Buyers, especially of coil products, will be cautious with placing orders in the first quarter of 2022 because they need to bring down current overstocks, according to a speaker at Tuesday’s Kallanish Flat Steel 2021 conference.
“Orders from steel service centres and tier 1/tier 2 suppliers at mills will be lower for a while because we need to get rid of our high stocks,” said Francios-David Martino. The chief executive of Europe’s largest service centre, Becker SSC in Germany, believes that this will occur through Q1 and into Q2.
Due to the shortage of semiconductor chips, call-offs for steel put aside for the automotive industry are 30% lower than planned, he detailed. Business in the first quarter will not be totally out of the ordinary, but “we will draw less from mills”, he said.

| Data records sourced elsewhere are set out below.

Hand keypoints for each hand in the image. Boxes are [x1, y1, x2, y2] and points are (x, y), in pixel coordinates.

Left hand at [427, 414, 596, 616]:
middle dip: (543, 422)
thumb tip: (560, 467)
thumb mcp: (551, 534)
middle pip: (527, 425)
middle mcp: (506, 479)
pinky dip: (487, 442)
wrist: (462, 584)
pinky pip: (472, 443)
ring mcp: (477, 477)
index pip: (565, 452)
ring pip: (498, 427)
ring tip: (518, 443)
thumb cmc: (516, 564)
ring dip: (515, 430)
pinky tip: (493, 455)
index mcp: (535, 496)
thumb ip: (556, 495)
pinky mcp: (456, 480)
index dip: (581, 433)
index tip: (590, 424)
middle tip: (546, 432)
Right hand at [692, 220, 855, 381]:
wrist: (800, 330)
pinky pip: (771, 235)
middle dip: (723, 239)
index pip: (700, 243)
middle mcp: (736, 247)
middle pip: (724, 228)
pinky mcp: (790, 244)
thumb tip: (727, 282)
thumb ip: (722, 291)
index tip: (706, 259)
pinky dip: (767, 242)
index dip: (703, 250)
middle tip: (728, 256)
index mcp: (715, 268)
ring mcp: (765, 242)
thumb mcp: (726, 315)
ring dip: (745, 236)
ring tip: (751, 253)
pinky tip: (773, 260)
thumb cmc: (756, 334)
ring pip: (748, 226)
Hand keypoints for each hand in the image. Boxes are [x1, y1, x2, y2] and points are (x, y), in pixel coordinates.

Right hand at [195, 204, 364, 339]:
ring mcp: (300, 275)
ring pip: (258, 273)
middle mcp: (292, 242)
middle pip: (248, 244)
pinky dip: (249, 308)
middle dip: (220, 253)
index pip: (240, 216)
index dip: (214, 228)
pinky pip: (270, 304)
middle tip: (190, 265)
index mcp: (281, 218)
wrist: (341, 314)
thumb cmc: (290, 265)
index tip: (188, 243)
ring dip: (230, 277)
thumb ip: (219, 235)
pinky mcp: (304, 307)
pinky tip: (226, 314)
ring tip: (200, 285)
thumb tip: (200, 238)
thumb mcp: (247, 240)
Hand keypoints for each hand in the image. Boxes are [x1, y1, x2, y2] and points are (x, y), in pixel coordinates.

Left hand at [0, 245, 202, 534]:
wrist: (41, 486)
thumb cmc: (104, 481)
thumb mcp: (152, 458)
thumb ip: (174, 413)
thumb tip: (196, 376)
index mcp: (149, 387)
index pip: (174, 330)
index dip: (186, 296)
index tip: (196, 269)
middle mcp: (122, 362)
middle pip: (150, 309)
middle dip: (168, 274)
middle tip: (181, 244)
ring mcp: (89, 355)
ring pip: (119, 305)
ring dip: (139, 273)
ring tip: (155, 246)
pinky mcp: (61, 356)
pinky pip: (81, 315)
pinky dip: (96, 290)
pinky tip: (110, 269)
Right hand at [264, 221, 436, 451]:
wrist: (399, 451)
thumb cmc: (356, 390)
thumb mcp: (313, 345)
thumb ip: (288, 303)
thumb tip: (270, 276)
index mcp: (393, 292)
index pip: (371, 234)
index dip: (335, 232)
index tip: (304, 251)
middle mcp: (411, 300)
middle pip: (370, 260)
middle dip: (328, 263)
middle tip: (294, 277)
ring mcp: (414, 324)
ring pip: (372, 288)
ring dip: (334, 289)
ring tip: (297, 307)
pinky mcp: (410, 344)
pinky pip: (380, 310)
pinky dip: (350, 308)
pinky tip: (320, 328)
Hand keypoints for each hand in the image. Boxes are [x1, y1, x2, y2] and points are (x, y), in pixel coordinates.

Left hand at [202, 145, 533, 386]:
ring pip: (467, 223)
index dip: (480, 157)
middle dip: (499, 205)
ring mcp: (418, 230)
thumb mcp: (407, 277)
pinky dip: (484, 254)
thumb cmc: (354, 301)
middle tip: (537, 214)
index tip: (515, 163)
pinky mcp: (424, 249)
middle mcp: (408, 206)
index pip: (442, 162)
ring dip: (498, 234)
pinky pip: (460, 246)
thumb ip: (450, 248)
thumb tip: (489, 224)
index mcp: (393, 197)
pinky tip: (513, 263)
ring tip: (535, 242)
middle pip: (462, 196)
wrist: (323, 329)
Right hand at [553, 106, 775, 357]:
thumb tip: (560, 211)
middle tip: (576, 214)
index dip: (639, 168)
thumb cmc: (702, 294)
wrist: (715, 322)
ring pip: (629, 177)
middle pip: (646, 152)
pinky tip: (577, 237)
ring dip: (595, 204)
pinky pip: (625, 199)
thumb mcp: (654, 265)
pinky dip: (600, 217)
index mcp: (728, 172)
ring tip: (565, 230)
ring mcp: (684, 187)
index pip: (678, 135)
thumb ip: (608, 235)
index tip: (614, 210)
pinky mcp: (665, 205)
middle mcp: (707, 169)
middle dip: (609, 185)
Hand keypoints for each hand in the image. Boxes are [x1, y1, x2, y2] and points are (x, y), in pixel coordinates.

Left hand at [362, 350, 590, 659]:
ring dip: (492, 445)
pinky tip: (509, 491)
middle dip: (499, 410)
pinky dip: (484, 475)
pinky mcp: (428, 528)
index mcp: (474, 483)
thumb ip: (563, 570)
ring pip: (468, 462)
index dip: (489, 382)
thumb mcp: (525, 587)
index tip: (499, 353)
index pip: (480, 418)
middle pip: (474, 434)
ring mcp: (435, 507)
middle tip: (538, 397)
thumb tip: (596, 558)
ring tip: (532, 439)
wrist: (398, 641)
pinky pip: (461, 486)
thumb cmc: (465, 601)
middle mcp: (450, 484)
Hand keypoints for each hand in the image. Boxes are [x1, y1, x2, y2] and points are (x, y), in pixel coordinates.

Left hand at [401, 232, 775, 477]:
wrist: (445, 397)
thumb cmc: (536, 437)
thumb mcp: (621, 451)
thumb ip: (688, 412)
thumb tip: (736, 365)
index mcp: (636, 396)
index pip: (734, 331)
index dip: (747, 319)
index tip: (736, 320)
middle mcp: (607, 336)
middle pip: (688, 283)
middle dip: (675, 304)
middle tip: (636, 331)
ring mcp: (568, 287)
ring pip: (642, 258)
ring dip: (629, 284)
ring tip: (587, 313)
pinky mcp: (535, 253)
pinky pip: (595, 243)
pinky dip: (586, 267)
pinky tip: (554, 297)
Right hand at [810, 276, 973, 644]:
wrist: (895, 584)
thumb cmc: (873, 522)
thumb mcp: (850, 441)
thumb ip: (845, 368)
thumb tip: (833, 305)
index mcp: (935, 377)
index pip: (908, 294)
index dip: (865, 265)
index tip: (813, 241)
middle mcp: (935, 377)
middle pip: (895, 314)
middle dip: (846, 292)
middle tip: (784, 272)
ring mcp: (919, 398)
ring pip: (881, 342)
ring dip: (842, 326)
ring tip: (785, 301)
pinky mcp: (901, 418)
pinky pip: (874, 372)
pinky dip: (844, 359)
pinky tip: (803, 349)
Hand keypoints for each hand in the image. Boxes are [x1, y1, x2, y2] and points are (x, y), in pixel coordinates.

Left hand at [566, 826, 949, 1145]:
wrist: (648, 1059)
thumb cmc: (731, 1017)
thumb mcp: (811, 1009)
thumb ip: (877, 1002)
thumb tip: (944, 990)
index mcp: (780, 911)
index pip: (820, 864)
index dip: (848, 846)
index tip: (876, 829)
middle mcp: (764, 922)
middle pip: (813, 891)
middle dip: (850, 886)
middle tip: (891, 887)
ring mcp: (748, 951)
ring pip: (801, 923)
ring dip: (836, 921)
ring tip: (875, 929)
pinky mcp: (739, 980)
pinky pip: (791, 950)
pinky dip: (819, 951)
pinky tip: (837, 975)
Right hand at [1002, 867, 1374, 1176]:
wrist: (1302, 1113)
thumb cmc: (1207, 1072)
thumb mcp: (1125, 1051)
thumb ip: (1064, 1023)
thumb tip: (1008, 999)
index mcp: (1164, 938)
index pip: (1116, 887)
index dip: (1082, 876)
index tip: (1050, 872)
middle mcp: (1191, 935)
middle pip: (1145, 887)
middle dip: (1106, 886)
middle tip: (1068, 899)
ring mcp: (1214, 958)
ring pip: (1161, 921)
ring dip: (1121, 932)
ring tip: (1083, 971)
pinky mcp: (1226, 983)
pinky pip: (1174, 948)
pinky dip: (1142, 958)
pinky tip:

Becker SSC, based in Bönen, North Rhine-Westphalia, has a storing capacity of more than 100,000 tonnes, and these days is dealing with “double the volume we have normally”, Martino revealed. Even more pressuring is the burden on tied-up capital, as the extra volumes translate to “times the cash that is locked”, he explained.
His thoughts were picked up by Fernando Espada of European distributors federation Eurometal. Companies that have problems with tied-up capital “will stop buying simply because they cannot afford it anymore”, Espada added.